TVNet: Temporal Voting Network for Action Localization

Related tags

Deep LearningTVNet
Overview

TVNet: Temporal Voting Network for Action Localization

This repo holds the codes of paper: "TVNet: Temporal Voting Network for Action Localization".

Paper Introduction

Temporal action localization is a vital task in video understranding. In this paper, we propose a Temporal Voting Network (TVNet) for action localization in untrimmed videos. This incorporates a novel Voting Evidence Module to locate temporal boundaries, more accurately, where temporal contextual evidence is accumulated to predict frame-level probabilities of start and end action boundaries.

Dependencies

  • Python == 2.7
  • Tensorflow == 1.9.0
  • CUDA==10.1.105
  • GCC >= 5.4

Note that the PEM code from BMN is implemented in Pytorch==1.1.0 or 1.3.0

Data Preparation

Datasets

Our experiments is based on ActivityNet 1.3 and THUMOS14 datasets.

Feature for THUMOS14

You can download the feature on THUMOS14 at here GooogleDrive.

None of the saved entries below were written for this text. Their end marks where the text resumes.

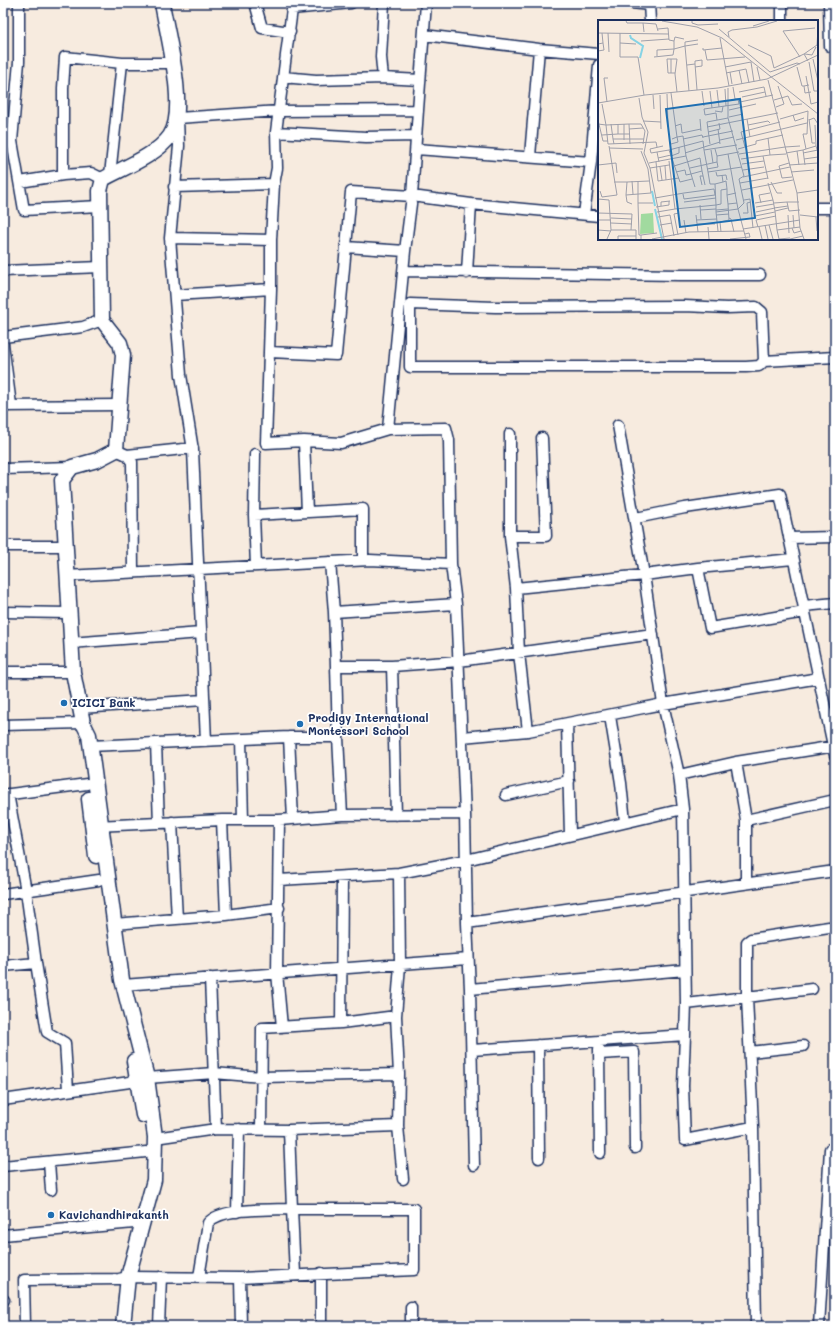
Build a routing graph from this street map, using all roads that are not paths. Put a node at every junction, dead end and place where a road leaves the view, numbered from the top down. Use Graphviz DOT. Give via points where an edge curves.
graph roads {
  1 [pos="19,3"];
  2 [pos="162,3"];
  3 [pos="255,3"];
  4 [pos="351,3"];
  5 [pos="384,3"];
  6 [pos="426,3"];
  7 [pos="632,3"];
  8 [pos="782,3"];
  9 [pos="829,3"];
  10 [pos="650,4"];
  11 [pos="291,6"];
  12 [pos="650,20"];
  13 [pos="782,20"];
  14 [pos="290,32"];
  15 [pos="424,35"];
  16 [pos="830,46"];
  17 [pos="539,49"];
  18 [pos="598,54"];
  19 [pos="173,63"];
  20 [pos="122,64"];
  21 [pos="283,77"];
  22 [pos="383,78"];
  23 [pos="598,79"];
  24 [pos="420,80"];
  25 [pos="418,110"];
  26 [pos="279,111"];
  27 [pos="178,118"];
  28 [pos="276,132"];
  29 [pos="416,136"];
  30 [pos="416,148"];
  31 [pos="530,156"];
  32 [pos="592,162"];
  33 [pos="63,175"];
  34 [pos="106,177"];
  35 [pos="20,182"];
  36 [pos="274,184"];
  37 [pos="174,187"];
  38 [pos="412,196"];
  39 [pos="471,204"];
  40 [pos="100,206"];
  41 [pos="818,208"];
  42 [pos="835,208"];
  43 [pos="584,214"];
  44 [pos="598,216"];
  45 [pos="170,238"];
  46 [pos="271,240"];
  47 [pos="346,246"];
  48 [pos="404,251"];
  49 [pos="101,267"];
  50 [pos="3,271"];
  51 [pos="404,271"];
  52 [pos="467,273"];
  53 [pos="760,275"];
  54 [pos="271,289"];
  55 [pos="175,295"];
  56 [pos="102,320"];
  57 [pos="3,338"];
  58 [pos="3,344"];
  59 [pos="269,352"];
  60 [pos="835,357"];
  61 [pos="764,361"];
  62 [pos="119,405"];
  63 [pos="7,406"];
  64 [pos="618,425"];
  65 [pos="388,429"];
  66 [pos="510,434"];
  67 [pos="542,438"];
  68 [pos="304,441"];
  69 [pos="193,448"];
  70 [pos="121,453"];
  71 [pos="254,454"];
  72 [pos="72,467"];
  73 [pos="3,469"];
  74 [pos="307,512"];
  75 [pos="254,515"];
  76 [pos="636,518"];
  77 [pos="510,536"];
  78 [pos="835,537"];
  79 [pos="788,538"];
  80 [pos="3,546"];
  81 [pos="65,546"];
  82 [pos="793,558"];
  83 [pos="363,560"];
  84 [pos="330,562"];
  85 [pos="451,564"];
  86 [pos="256,566"];
  87 [pos="698,568"];
  88 [pos="198,569"];
  89 [pos="133,572"];
  90 [pos="644,575"];
  91 [pos="66,576"];
  92 [pos="516,588"];
  93 [pos="835,603"];
  94 [pos="456,604"];
  95 [pos="804,609"];
  96 [pos="3,612"];
  97 [pos="334,612"];
  98 [pos="68,613"];
  99 [pos="201,633"];
  100 [pos="653,634"];
  101 [pos="70,643"];
  102 [pos="519,653"];
  103 [pos="459,661"];
  104 [pos="336,666"];
  105 [pos="392,666"];
  106 [pos="3,672"];
  107 [pos="73,672"];
  108 [pos="819,678"];
  109 [pos="204,700"];
  110 [pos="663,704"];
  111 [pos="80,708"];
  112 [pos="610,716"];
  113 [pos="83,723"];
  114 [pos="567,724"];
  115 [pos="3,725"];
  116 [pos="528,731"];
  117 [pos="289,737"];
  118 [pos="338,737"];
  119 [pos="462,738"];
  120 [pos="241,739"];
  121 [pos="206,741"];
  122 [pos="156,743"];
  123 [pos="90,746"];
  124 [pos="834,749"];
  125 [pos="736,762"];
  126 [pos="678,775"];
  127 [pos="569,781"];
  128 [pos="87,784"];
  129 [pos="6,794"];
  130 [pos="506,796"];
  131 [pos="835,800"];
  132 [pos="682,809"];
  133 [pos="464,814"];
  134 [pos="342,815"];
  135 [pos="396,815"];
  136 [pos="293,819"];
  137 [pos="222,820"];
  138 [pos="243,820"];
  139 [pos="279,820"];
  140 [pos="746,820"];
  141 [pos="159,822"];
  142 [pos="172,822"];
  143 [pos="625,822"];
  144 [pos="97,826"];
  145 [pos="570,834"];
  146 [pos="466,860"];
  147 [pos="835,871"];
  148 [pos="399,873"];
  149 [pos="342,877"];
  150 [pos="99,880"];
  151 [pos="279,880"];
  152 [pos="746,883"];
  153 [pos="26,891"];
  154 [pos="682,891"];
  155 [pos="3,894"];
  156 [pos="279,908"];
  157 [pos="226,915"];
  158 [pos="177,919"];
  159 [pos="467,923"];
  160 [pos="114,924"];
  161 [pos="829,927"];
  162 [pos="468,959"];
  163 [pos="36,963"];
  164 [pos="400,965"];
  165 [pos="3,966"];
  166 [pos="341,969"];
  167 [pos="685,970"];
  168 [pos="277,973"];
  169 [pos="210,978"];
  170 [pos="123,985"];
  171 [pos="470,989"];
  172 [pos="812,989"];
  173 [pos="747,997"];
  174 [pos="686,1004"];
  175 [pos="396,1016"];
  176 [pos="341,1023"];
  177 [pos="282,1027"];
  178 [pos="685,1034"];
  179 [pos="599,1041"];
  180 [pos="538,1045"];
  181 [pos="803,1046"];
  182 [pos="472,1050"];
  183 [pos="750,1052"];
  184 [pos="599,1054"];
  185 [pos="214,1073"];
  186 [pos="399,1074"];
  187 [pos="262,1077"];
  188 [pos="142,1080"];
  189 [pos="68,1090"];
  190 [pos="3,1100"];
  191 [pos="398,1126"];
  192 [pos="753,1127"];
  193 [pos="216,1129"];
  194 [pos="261,1129"];
  195 [pos="239,1130"];
  196 [pos="289,1130"];
  197 [pos="155,1138"];
  198 [pos="635,1148"];
  199 [pos="830,1149"];
  200 [pos="146,1152"];
  201 [pos="600,1153"];
  202 [pos="539,1158"];
  203 [pos="49,1162"];
  204 [pos="474,1165"];
  205 [pos="3,1166"];
  206 [pos="403,1179"];
  207 [pos="52,1190"];
  208 [pos="292,1209"];
  209 [pos="237,1212"];
  210 [pos="134,1223"];
  211 [pos="3,1235"];
  212 [pos="321,1273"];
  213 [pos="295,1274"];
  214 [pos="161,1277"];
  215 [pos="199,1277"];
  216 [pos="124,1278"];
  217 [pos="240,1278"];
  218 [pos="411,1308"];
  219 [pos="25,1326"];
  220 [pos="114,1326"];
  221 [pos="123,1326"];
  222 [pos="160,1326"];
  223 [pos="241,1326"];
  224 [pos="321,1326"];
  225 [pos="411,1326"];
  226 [pos="756,1326"];
  227 [pos="819,1326"];
  1 -- 35 [label="street" via="12,141"];
  2 -- 19 [label="street"];
  3 -- 14 [label="street" via="262,28"];
  4 -- 11 [label="street"];
  5 -- 22 [label="street" via="381,58"];
  6 -- 15 [label="street"];
  7 -- 10 [label="street"];
  8 -- 13 [label="street"];
  9 -- 16 [label="street"];
  10 -- 12 [label="street"];
  11 -- 14 [label="street"];
  14 -- 21 [label="street"];
  15 -- 17 [label="street"];
  15 -- 24 [label="street"];
  17 -- 18 [label="street"];
  17 -- 31 [label="street"];
  19 -- 20 [label="street"];
  19 -- 27 [label="street"];
  20 -- 33 [label="street" via="65,57 62,88"];
  20 -- 34 [label="street"];
  21 -- 22 [label="street" via="316,80"];
  21 -- 26 [label="street"];
  22 -- 24 [label="street"];
  23 -- 32 [label="street"];
  24 -- 25 [label="street"];
  25 -- 26 [label="street"];
  25 -- 29 [label="street"];
  26 -- 27 [label="street"];
  26 -- 28 [label="street"];
  27 -- 34 [label="street" via="170,136 154,151"];
  27 -- 37 [label="street" via="179,146"];
  28 -- 29 [label="street" via="359,137"];
  28 -- 36 [label="street" via="277,168"];
  29 -- 30 [label="street"];
  30 -- 31 [label="street"];
  30 -- 38 [label="street"];
  31 -- 32 [label="street"];
  32 -- 43 [label="street"];
  33 -- 34 [label="street" via="91,173"];
  33 -- 35 [label="street"];
  34 -- 40 [label="street" via="100,191"];
  35 -- 40 [label="street" via="24,210"];
  36 -- 37 [label="street"];
  36 -- 46 [label="street"];
  37 -- 45 [label="street"];
  38 -- 39 [label="street"];
  38 -- 47 [label="street" via="351,192"];
  38 -- 48 [label="street"];
  39 -- 43 [label="street"];
  39 -- 52 [label="street"];
  40 -- 49 [label="street"];
  41 -- 42 [label="street"];
  43 -- 44 [label="street"];
  45 -- 46 [label="street"];
  45 -- 55 [label="street"];
  46 -- 54 [label="street"];
  47 -- 48 [label="street"];
  47 -- 59 [label="street" via="336,355"];
  48 -- 51 [label="street"];
  49 -- 50 [label="street"];
  49 -- 56 [label="street"];
  51 -- 52 [label="street"];
  51 -- 65 [label="street"];
  52 -- 53 [label="street"];
  54 -- 55 [label="street"];
  54 -- 59 [label="street"];
  55 -- 69 [label="street" via="181,375"];
  56 -- 57 [label="street" via="83,327"];
  56 -- 62 [label="street" via="120,343 123,355"];
  58 -- 63 [label="street"];
  59 -- 68 [label="street" via="266,443"];
  60 -- 61 [label="street"];
  61 -- 61 [label="street" via="759,366 746,367 410,367 410,304 495,307 756,307 762,312"];
  62 -- 63 [label="street"];
  62 -- 70 [label="street"];
  64 -- 76 [label="street"];
  65 -- 68 [label="street" via="341,443"];
  65 -- 85 [label="street" via="446,428 449,440"];
  66 -- 77 [label="street"];
  67 -- 77 [label="street" via="546,536"];
  68 -- 74 [label="street"];
  69 -- 70 [label="street"];
  69 -- 88 [label="street"];
  70 -- 72 [label="street"];
  70 -- 89 [label="street" via="132,462"];
  71 -- 75 [label="street"];
  72 -- 73 [label="street"];
  72 -- 81 [label="street" via="62,480"];
  74 -- 75 [label="street"];
  74 -- 83 [label="street" via="363,509"];
  75 -- 86 [label="street"];
  76 -- 79 [label="street" via="780,494"];
  76 -- 90 [label="street"];
  77 -- 92 [label="street"];
  78 -- 79 [label="street"];
  79 -- 82 [label="street"];
  80 -- 81 [label="street"];
  81 -- 91 [label="street"];
  82 -- 87 [label="street"];
  82 -- 95 [label="street"];
  83 -- 84 [label="street"];
  83 -- 85 [label="street"];
  84 -- 86 [label="street"];
  84 -- 97 [label="street"];
  85 -- 94 [label="street"];
  86 -- 88 [label="street"];
  87 -- 90 [label="street"];
  87 -- 95 [label="street" via="710,628"];
  88 -- 89 [label="street"];
  88 -- 99 [label="street"];
  89 -- 91 [label="street"];
  90 -- 92 [label="street"];
  90 -- 100 [label="street"];
  91 -- 98 [label="street"];
  92 -- 102 [label="street"];
  93 -- 95 [label="street"];
  94 -- 97 [label="street"];
  94 -- 103 [label="street"];
  95 -- 108 [label="street"];
  96 -- 98 [label="street"];
  97 -- 104 [label="street"];
  98 -- 101 [label="street"];
  99 -- 101 [label="street"];
  99 -- 109 [label="street"];
  100 -- 102 [label="street"];
  100 -- 110 [label="street"];
  101 -- 107 [label="street"];
  102 -- 103 [label="street"];
  102 -- 116 [label="street"];
  103 -- 105 [label="street"];
  103 -- 119 [label="street"];
  104 -- 105 [label="street"];
  104 -- 118 [label="street"];
  105 -- 135 [label="street"];
  106 -- 107 [label="street"];
  107 -- 111 [label="street"];
  108 -- 110 [label="street"];
  108 -- 124 [label="street"];
  109 -- 111 [label="street"];
  109 -- 121 [label="street"];
  110 -- 112 [label="street"];
  110 -- 126 [label="street"];
  111 -- 113 [label="street"];
  112 -- 114 [label="street"];
  112 -- 143 [label="street"];
  113 -- 115 [label="street"];
  113 -- 123 [label="street"];
  113 -- 128 [label="street" via="81,747"];
  114 -- 116 [label="street"];
  114 -- 127 [label="street"];
  116 -- 119 [label="street"];
  117 -- 118 [label="street"];
  117 -- 120 [label="street"];
  117 -- 136 [label="street"];
  118 -- 134 [label="street"];
  119 -- 133 [label="street"];
  120 -- 121 [label="street"];
  120 -- 138 [label="street"];
  121 -- 122 [label="street"];
  122 -- 123 [label="street"];
  122 -- 141 [label="street"];
  123 -- 144 [label="street"];
  124 -- 125 [label="street"];
  125 -- 126 [label="street"];
  125 -- 140 [label="street"];
  126 -- 132 [label="street"];
  127 -- 130 [label="street"];
  127 -- 145 [label="street"];
  128 -- 129 [label="street"];
  128 -- 144 [label="street"];
  129 -- 153 [label="street"];
  131 -- 140 [label="street"];
  132 -- 143 [label="street"];
  132 -- 154 [label="street"];
  133 -- 135 [label="street"];
  133 -- 146 [label="street"];
  134 -- 135 [label="street"];
  134 -- 136 [label="street"];
  136 -- 139 [label="street"];
  137 -- 138 [label="street"];
  137 -- 142 [label="street"];
  137 -- 157 [label="street"];
  138 -- 139 [label="street"];
  139 -- 151 [label="street"];
  140 -- 152 [label="street"];
  141 -- 142 [label="street"];
  141 -- 144 [label="street"];
  142 -- 158 [label="street"];
  143 -- 145 [label="street"];
  144 -- 150 [label="street"];
  144 -- 160 [label="street"];
  145 -- 146 [label="street"];
  146 -- 148 [label="street"];
  146 -- 159 [label="street"];
  147 -- 152 [label="street"];
  148 -- 149 [label="street"];
  148 -- 164 [label="street"];
  149 -- 151 [label="street"];
  149 -- 166 [label="street"];
  150 -- 153 [label="street"];
  150 -- 188 [label="street" via="116,991 138,1076"];
  151 -- 156 [label="street"];
  152 -- 154 [label="street"];
  153 -- 155 [label="street"];
  153 -- 163 [label="street"];
  154 -- 159 [label="street"];
  154 -- 167 [label="street"];
  156 -- 157 [label="street"];
  156 -- 168 [label="street"];
  157 -- 158 [label="street"];
  158 -- 160 [label="street"];
  159 -- 162 [label="street"];
  160 -- 170 [label="street"];
  161 -- 173 [label="street" via="751,939 747,942"];
  162 -- 164 [label="street"];
  162 -- 171 [label="street"];
  163 -- 165 [label="street"];
  163 -- 189 [label="street" via="47,1032 65,1043"];
  164 -- 166 [label="street"];
  164 -- 175 [label="street"];
  166 -- 168 [label="street"];
  166 -- 176 [label="street"];
  167 -- 171 [label="street"];
  167 -- 174 [label="street"];
  168 -- 169 [label="street"];
  168 -- 177 [label="street"];
  169 -- 170 [label="street"];
  169 -- 185 [label="street"];
  170 -- 188 [label="street"];
  171 -- 182 [label="street"];
  172 -- 173 [label="street"];
  173 -- 174 [label="street"];
  173 -- 183 [label="street"];
  174 -- 178 [label="street"];
  175 -- 176 [label="street"];
  175 -- 186 [label="street"];
  176 -- 177 [label="street"];
  177 -- 187 [label="street" via="262,1028"];
  178 -- 179 [label="street"];
  178 -- 192 [label="street" via="685,1140"];
  179 -- 180 [label="street"];
  179 -- 184 [label="street"];
  180 -- 182 [label="street"];
  180 -- 202 [label="street"];
  181 -- 183 [label="street"];
  182 -- 204 [label="street"];
  183 -- 192 [label="street"];
  184 -- 198 [label="street" via="634,1052"];
  184 -- 201 [label="street"];
  185 -- 187 [label="street"];
  185 -- 188 [label="street"];
  185 -- 193 [label="street"];
  186 -- 187 [label="street"];
  186 -- 191 [label="street"];
  187 -- 194 [label="street"];
  188 -- 189 [label="street"];
  188 -- 197 [label="street"];
  188 -- 200 [label="street"];
  189 -- 190 [label="street"];
  191 -- 196 [label="street"];
  191 -- 206 [label="street"];
  192 -- 226 [label="street"];
  193 -- 195 [label="street"];
  193 -- 197 [label="street"];
  194 -- 195 [label="street"];
  194 -- 196 [label="street"];
  195 -- 209 [label="street"];
  196 -- 208 [label="street"];
  197 -- 216 [label="street" via="154,1180"];
  199 -- 227 [label="street"];
  200 -- 203 [label="street"];
  200 -- 210 [label="street" via="145,1178"];
  203 -- 205 [label="street"];
  203 -- 207 [label="street"];
  208 -- 209 [label="street"];
  208 -- 212 [label="street" via="414,1209 414,1270"];
  208 -- 213 [label="street"];
  209 -- 215 [label="street" via="213,1217 208,1223"];
  210 -- 211 [label="street"];
  210 -- 216 [label="street"];
  212 -- 213 [label="street"];
  212 -- 224 [label="street"];
  213 -- 217 [label="street"];
  214 -- 215 [label="street"];
  214 -- 216 [label="street"];
  214 -- 222 [label="street"];
  215 -- 217 [label="street"];
  216 -- 219 [label="street" via="24,1280"];
  216 -- 220 [label="street"];
  216 -- 221 [label="street"];
  217 -- 223 [label="street"];
  218 -- 225 [label="street"];
}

Place it into a folder named thumos_features inside ./data.

You also need to download the feature for PEM (from BMN) at GooogleDrive. Please put it into a folder named Thumos_feature_hdf5 inside ./TVNet-THUMOS14/data/thumos_features.

If everything goes well, you can get the folder architecture of ./TVNet-THUMOS14/data like this:

data                       
└── thumos_features                    
		├── Thumos_feature_dim_400              
		├── Thumos_feature_hdf5               
		├── features_train.npy 
		└── features_test.npy

Feature for ActivityNet 1.3

You can download the feature on ActivityNet 1.3 at here GoogleCloud. Please put csv_mean_100 directory into ./TVNet-ANET/data/activitynet_feature_cuhk/.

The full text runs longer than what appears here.